HELENA, Mont. -- Stereotypes are common in media coverage of Native Americans, according to a new report.

The Native American Journalists Association analyzed articles in 2018 and 2019 from Fox News, The Guardian, National Public Radio, The New York Times and The Washington Post, and found more than half of the coverage contained cliché words or themes, including references to things such as alcohol, poverty or drums.

Christine Trudeau, an association board member, says outlets often don't go to Native sources, such as a tribal official, and when they do, they fail to talk to a spectrum of community members.

"Oftentimes, these are just people parachuting in," she states. "They aren't really establishing a beat for themselves. They're not really fully invested in covering those communities on a regular basis."

According to the report, only NPR used indigenous people as sources for stories more often than non-indigenous people.

There are about 70,000 Native Americans in Montana.

The report also shows a lack of indigenous reporters in newsrooms. Of the 87 stories surveyed, indigenous reporters wrote less than 7%.

Trudeau says organizations such as hers can be a resource for media outlets.

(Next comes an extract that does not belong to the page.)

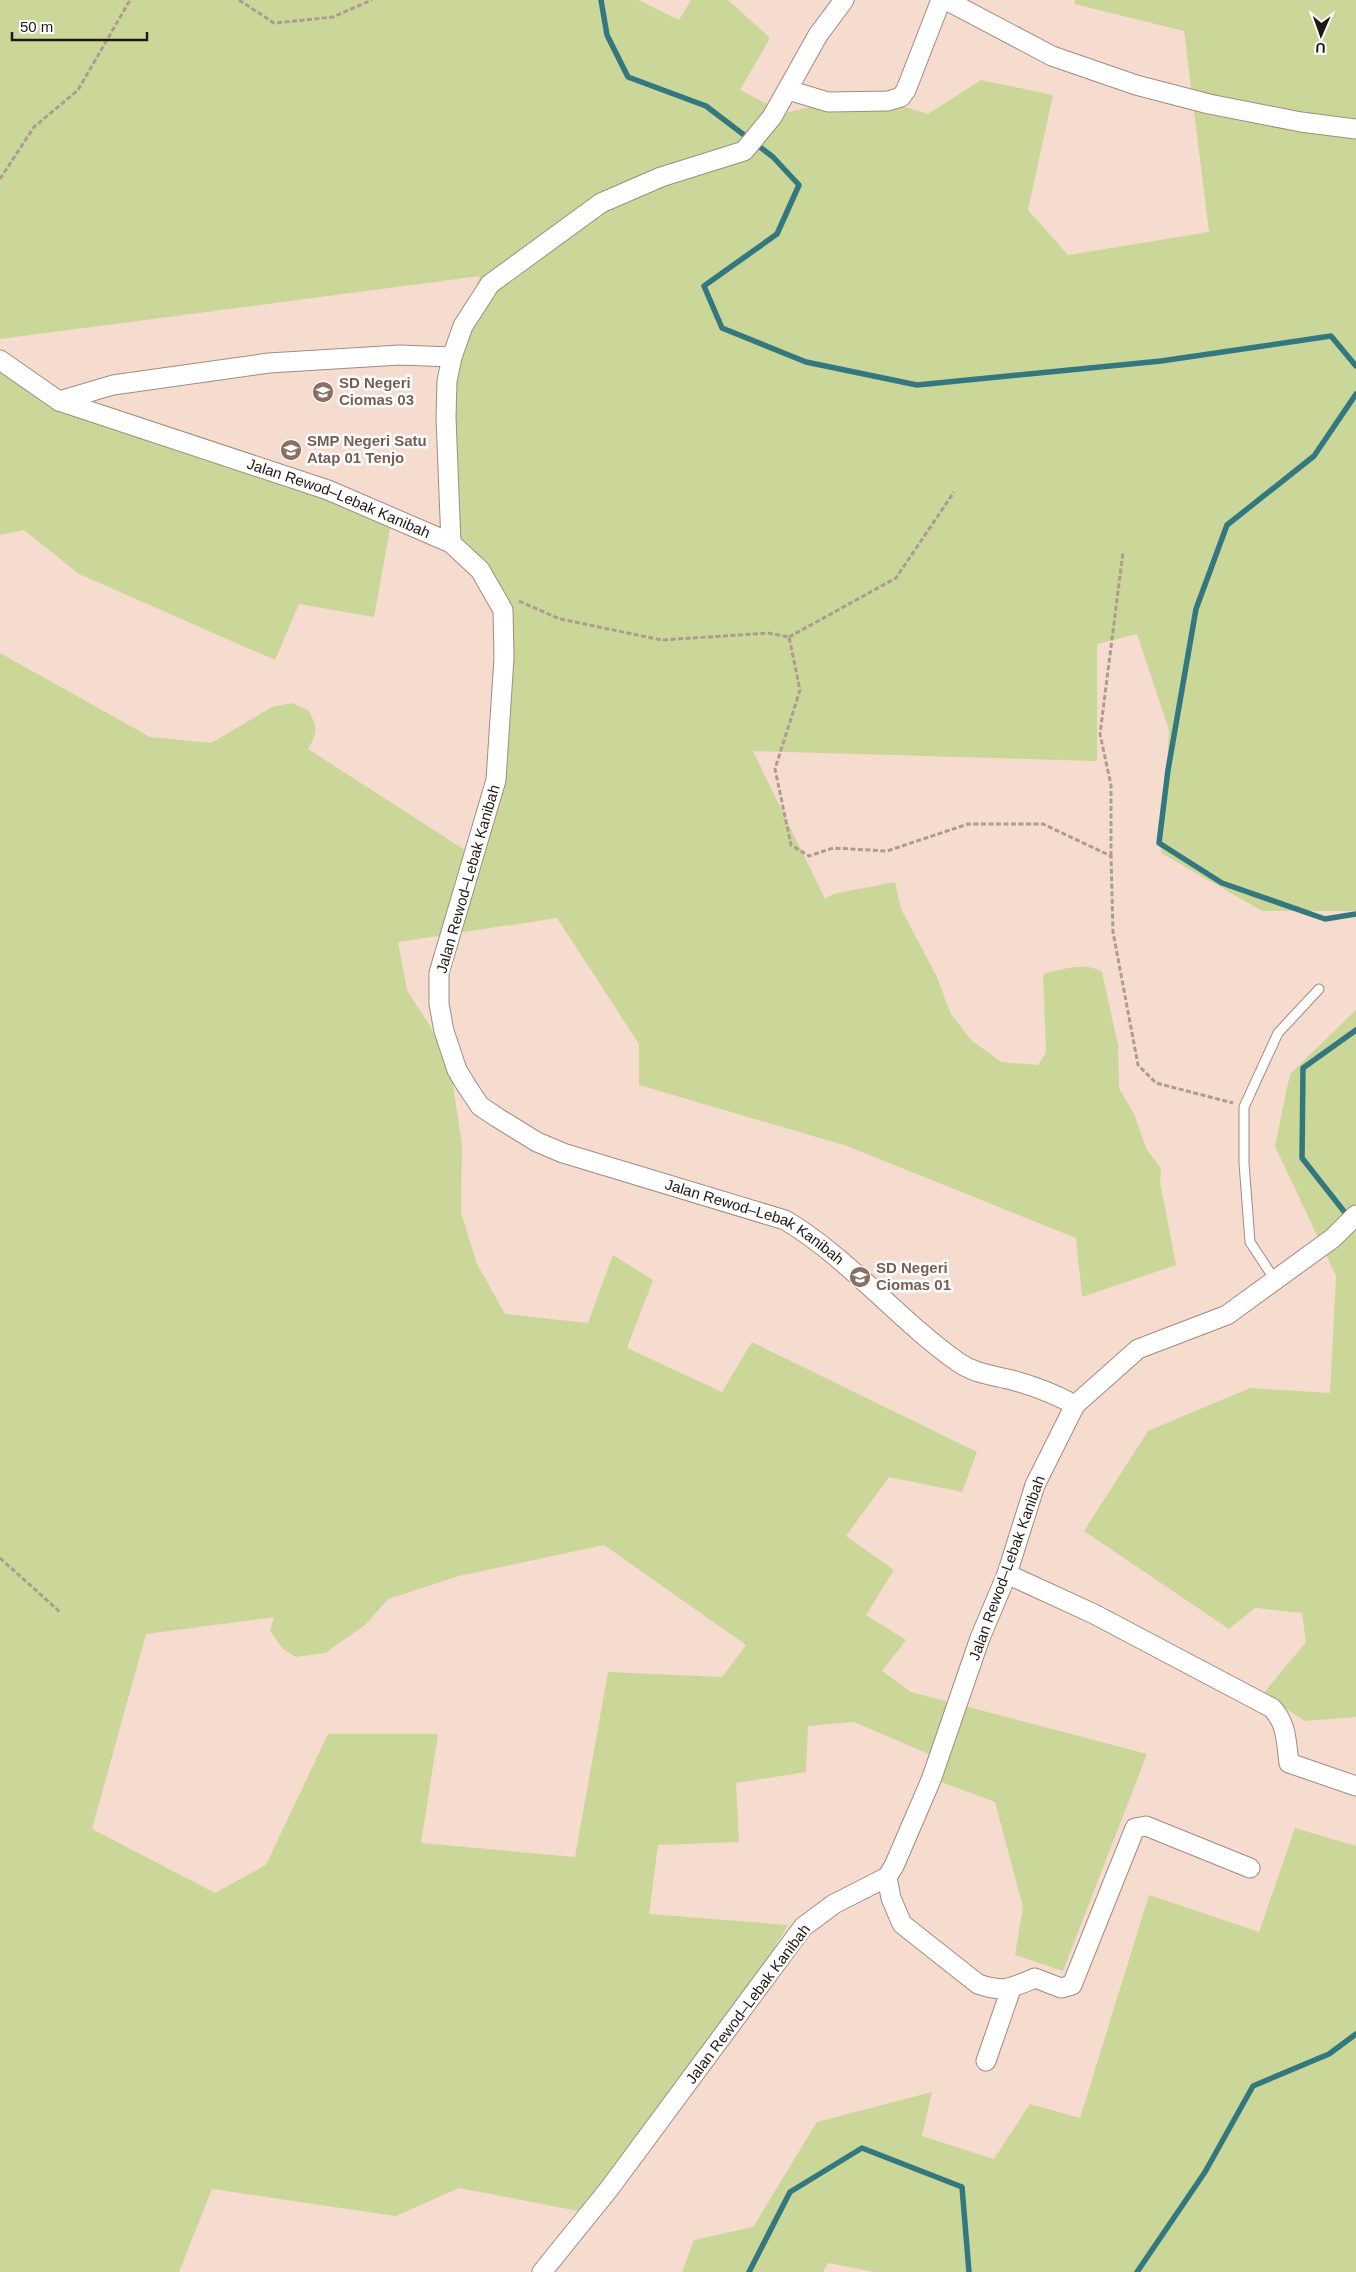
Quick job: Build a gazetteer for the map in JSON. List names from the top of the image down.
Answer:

"We're here for newsrooms, for reporters, for anybody that is looking to kind of start being really more critically minded about the responsibility in covering indigenous communities and peoples and issues," she stresses. "That's sort of what this report really puts a magnifying glass to."

The Native American Journalists Association also offers other resources, such as terminology guides for reporters and a bingo card to identify tropes in coverage.